* Higher crude prices weigh on refiner profitability
* Refining margins fall 34.2 pct from 7-mth high marked in
* Weaker naphtha, gasoline, fuel oil drag on overall margins
* Refining margins unlikely to recover soon
By Mark Tay
SINGAPORE, Oct 4 Asian refining margins have
tumbled to their lowest in nearly six weeks after touching a
seven-month high in September, hit by a spike in crude prices
following OPEC's decision to curb output.
Singapore refining margins to Dubai crude DUB-SIN-REF had
fallen over 34 percent from their September-high to $4.98 per
barrel on Oct. 3, their weakest since late August.
"Higher crude prices tend to drive down margins - gasoline
margins ... should be under pressure when gasoline season is
over like it is now," said Oystein Berentsen, managing director
for crude at oil trading firm Strong Petroleum in Singapore.
The decision by the Organization of the Petroleum Exporting
Countries to reduce output to a range of 32.5-33.0 million
barrels per day (bpd) has lifted cash Dubai crude prices
DUB-1M-A by 13.6 percent in the last five trading days,
indicating that refiner feedstock costs should rise by similar
Overall refining margins have also been dragged lower by
weaker naphtha and fuel oil refining margins amid easing
post-summer gasoline demand.
Refining margin discounts for fuel oil have
widened as more supplies are expected to flow to Asia after
peak-summer demand for cooling in the Middle East fades.
Naphtha refining margins have also been hit by weaker demand
following shutdowns of naphtha crackers in Singapore and Japan,
Naphtha refining margins NAF-SIN-CRK to Brent crude
futures have fallen 22.6 percent in the last five trading days
to $36.83 per tonne.
Shell declared force majeure on base chemicals from
its ethylene cracker at its Bukom manufacturing site in
Singapore after an outage last week.
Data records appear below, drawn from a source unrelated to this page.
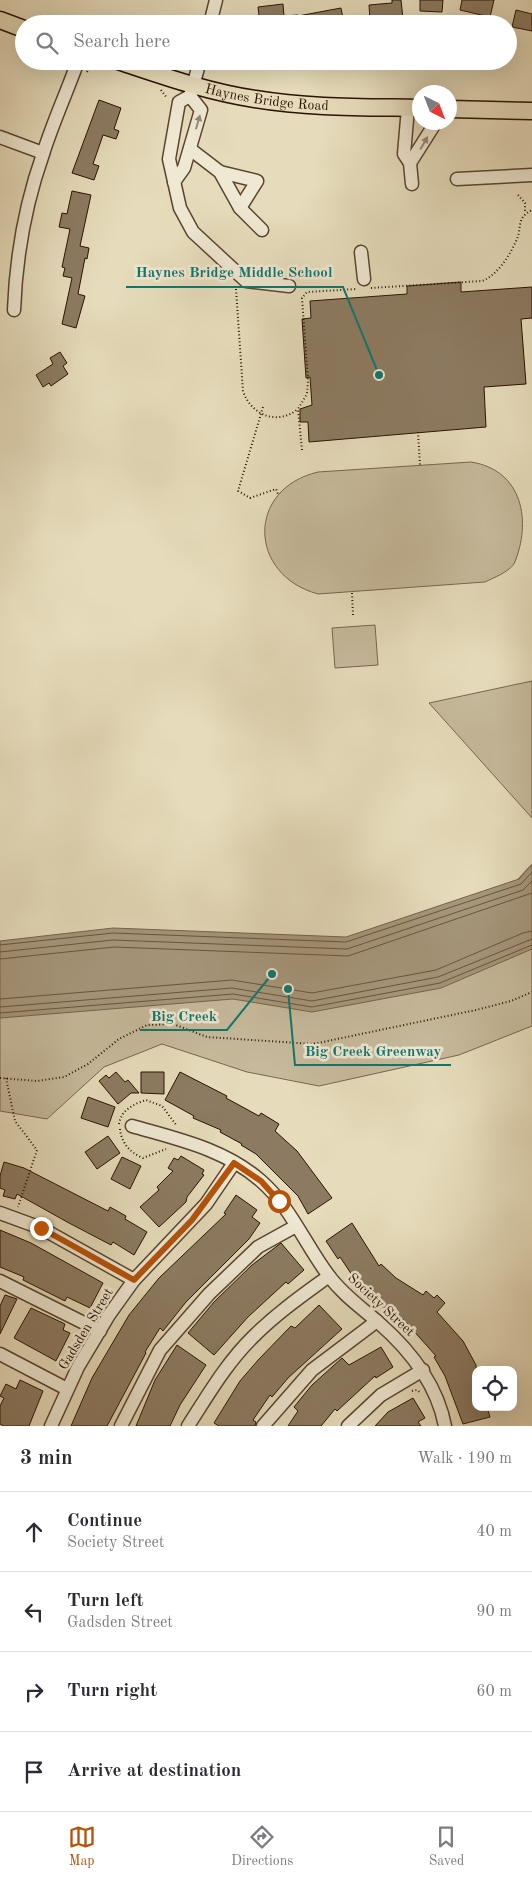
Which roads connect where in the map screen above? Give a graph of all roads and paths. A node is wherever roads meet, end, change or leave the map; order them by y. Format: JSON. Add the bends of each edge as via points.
{"nodes":[{"id":1,"x":216,"y":0,"type":"edge"},
{"id":2,"x":212,"y":15,"type":"edge"},
{"id":3,"x":0,"y":20,"type":"edge"},
{"id":4,"x":15,"y":26,"type":"edge"},
{"id":5,"x":75,"y":70,"type":"edge"},
{"id":6,"x":140,"y":70,"type":"edge"},
{"id":7,"x":198,"y":70,"type":"edge"},
{"id":8,"x":192,"y":91,"type":"junction"},
{"id":9,"x":412,"y":108,"type":"edge"},
{"id":10,"x":457,"y":109,"type":"edge"},
{"id":11,"x":532,"y":111,"type":"edge"},
{"id":12,"x":412,"y":117,"type":"edge"},
{"id":13,"x":431,"y":130,"type":"edge"},
{"id":14,"x":0,"y":137,"type":"edge"},
{"id":15,"x":190,"y":149,"type":"junction"},
{"id":16,"x":43,"y":153,"type":"junction"},
{"id":17,"x":410,"y":163,"type":"junction"},
{"id":18,"x":220,"y":172,"type":"junction"},
{"id":19,"x":532,"y":175,"type":"edge"},
{"id":20,"x":457,"y":179,"type":"dead end"},
{"id":21,"x":174,"y":182,"type":"junction"},
{"id":22,"x":412,"y":184,"type":"dead end"},
{"id":23,"x":518,"y":195,"type":"dead end"},
{"id":24,"x":240,"y":208,"type":"junction"},
{"id":25,"x":532,"y":210,"type":"edge"},
{"id":26,"x":525,"y":213,"type":"junction"},
{"id":27,"x":262,"y":230,"type":"dead end"},
{"id":28,"x":360,"y":252,"type":"dead end"},
{"id":29,"x":364,"y":279,"type":"dead end"},
{"id":30,"x":289,"y":286,"type":"dead end"},
{"id":31,"x":14,"y":310,"type":"dead end"},
{"id":32,"x":263,"y":407,"type":"dead end"},
{"id":33,"x":418,"y":432,"type":"dead end"},
{"id":34,"x":302,"y":450,"type":"dead end"},
{"id":35,"x":420,"y":465,"type":"dead end"},
{"id":36,"x":278,"y":494,"type":"dead end"},
{"id":37,"x":352,"y":593,"type":"dead end"},
{"id":38,"x":353,"y":615,"type":"dead end"},
{"id":39,"x":532,"y":992,"type":"edge"},
{"id":40,"x":0,"y":1078,"type":"edge"},
{"id":41,"x":6,"y":1078,"type":"junction"},
{"id":42,"x":132,"y":1126,"type":"dead end"},
{"id":43,"x":184,"y":1129,"type":"dead end"},
{"id":44,"x":173,"y":1146,"type":"dead end"},
{"id":45,"x":234,"y":1163,"type":"junction"},
{"id":46,"x":23,"y":1211,"type":"dead end"},
{"id":47,"x":0,"y":1213,"type":"edge"},
{"id":48,"x":296,"y":1226,"type":"junction"},
{"id":49,"x":329,"y":1276,"type":"junction"},
{"id":50,"x":134,"y":1280,"type":"junction"},
{"id":51,"x":0,"y":1281,"type":"edge"},
{"id":52,"x":377,"y":1321,"type":"junction"},
{"id":53,"x":100,"y":1331,"type":"junction"},
{"id":54,"x":1,"y":1356,"type":"edge"},
{"id":55,"x":423,"y":1370,"type":"junction"},
{"id":56,"x":67,"y":1389,"type":"junction"},
{"id":57,"x":410,"y":1392,"type":"dead end"},
{"id":58,"x":422,"y":1394,"type":"dead end"},
{"id":59,"x":51,"y":1426,"type":"edge"},
{"id":60,"x":121,"y":1426,"type":"edge"},
{"id":61,"x":188,"y":1426,"type":"edge"},
{"id":62,"x":263,"y":1426,"type":"edge"},
{"id":63,"x":348,"y":1426,"type":"edge"},
{"id":64,"x":445,"y":1426,"type":"edge"}],
"edges":[{"from":1,"to":2,"type":"street"},
{"from":3,"to":4,"type":"main road"},
{"from":5,"to":16,"type":"street"},
{"from":6,"to":8,"type":"main road","name":"Haynes Bridge Road"},
{"from":7,"to":8,"type":"street"},
{"from":8,"to":9,"type":"main road","name":"Haynes Bridge Road","via":[[313,106]]},
{"from":15,"to":8,"type":"street","one_way":true,"via":[[201,110]]},
{"from":8,"to":21,"type":"street","via":[[178,102],[170,140],[169,159]]},
{"from":10,"to":11,"type":"main road"},
{"from":12,"to":17,"type":"street","via":[[404,154]]},
{"from":17,"to":13,"type":"street","one_way":true},
{"from":14,"to":16,"type":"street"},
{"from":15,"to":18,"type":"street"},
{"from":15,"to":21,"type":"street","via":[[184,168]]},
{"from":16,"to":31,"type":"street","via":[[21,235]]},
{"from":17,"to":22,"type":"street"},
{"from":18,"to":24,"type":"street"},
{"from":18,"to":24,"type":"street","via":[[257,181]]},
{"from":19,"to":20,"type":"street"},
{"from":21,"to":30,"type":"street","via":[[180,208],[193,232],[246,281]]},
{"from":23,"to":26,"type":"path","via":[[525,203]]},
{"from":24,"to":27,"type":"street"},
{"from":25,"to":26,"type":"path"},
{"from":26,"to":34,"type":"path","via":[[517,228],[517,239],[491,278],[305,294],[302,298],[308,381],[307,394],[298,409]]},
{"from":28,"to":29,"type":"street"},
{"from":32,"to":36,"type":"path","via":[[238,491],[250,498],[276,488]]},
{"from":33,"to":35,"type":"path"},
{"from":37,"to":38,"type":"path"},
{"from":39,"to":41,"type":"path","via":[[511,1002],[313,1044],[207,1036],[174,1024],[146,1025],[119,1039],[88,1064],[64,1077],[36,1081]]},
{"from":40,"to":41,"type":"path"},
{"from":41,"to":46,"type":"path","via":[[15,1121],[37,1150],[18,1208]]},
{"from":42,"to":45,"type":"street","name":"Society Street","via":[[208,1148]]},
{"from":43,"to":44,"type":"path","via":[[175,1125],[162,1106],[146,1100],[123,1113],[119,1121],[120,1133],[133,1154],[143,1158]]},
{"from":45,"to":48,"type":"street","name":"Society Street","via":[[261,1181]]},
{"from":45,"to":50,"type":"street","name":"Gadsden Street","via":[[197,1215]]},
{"from":47,"to":50,"type":"street","via":[[41,1228]]},
{"from":48,"to":49,"type":"street","name":"Society Street"},
{"from":48,"to":60,"type":"street","via":[[258,1247],[209,1294],[160,1350]]},
{"from":49,"to":52,"type":"street","name":"Society Street"},
{"from":49,"to":61,"type":"street","via":[[288,1305],[253,1337],[217,1380]]},
{"from":50,"to":53,"type":"street","name":"Gadsden Street"},
{"from":51,"to":53,"type":"street"},
{"from":52,"to":55,"type":"street","name":"Society Street"},
{"from":52,"to":62,"type":"street","via":[[312,1370]]},
{"from":53,"to":56,"type":"street","name":"Gadsden Street"},
{"from":54,"to":56,"type":"street"},
{"from":55,"to":63,"type":"street","via":[[381,1395]]},
{"from":55,"to":64,"type":"street","name":"Society Street","via":[[441,1406]]},
{"from":56,"to":59,"type":"street","name":"Gadsden Street"},
{"from":57,"to":58,"type":"path","via":[[417,1390]]}]}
The unit's feedstock is
mainly naphtha but it can also process liquefied petroleum gas
(LPG) and residual fuel.
"Shell's cracker (being) down is taking away demand so
prompt naphtha is very bearish," said a Singapore-based trader.
Middle distillate refining margins, which have held steady
around $12 per barrel to Dubai crude, were the only bright spot
for refiners, a second Singapore-based trader said, adding that
ongoing refinery maintenance in Asia was supporting prices.
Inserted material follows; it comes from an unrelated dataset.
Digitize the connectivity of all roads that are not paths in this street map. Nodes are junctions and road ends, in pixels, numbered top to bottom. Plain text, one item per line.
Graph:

"Refiners are hoping for a cold winter to boost heating oil
demand," the second trader said. Both traders declined to be
identified as they were not authorised to speak with media.
Upside for Asian refinery margins in the coming quarter is
limited as the supply glut in the naphtha market is expected to
grow and gasoline demand is likely to remain lacklustre.
"I think naphtha cracks are going to be hard to recover.
Sooner or later Qatar's Ras Laffan 2 condensate splitter will
start and it's bearish with more naphtha supply coming from
them," the first trader said.
Qatargas will start operations at its new 146,000 bpd Ras
Laffan 2 condensate splitter by the end of this month after the
firm delayed its September-scheduled start-up.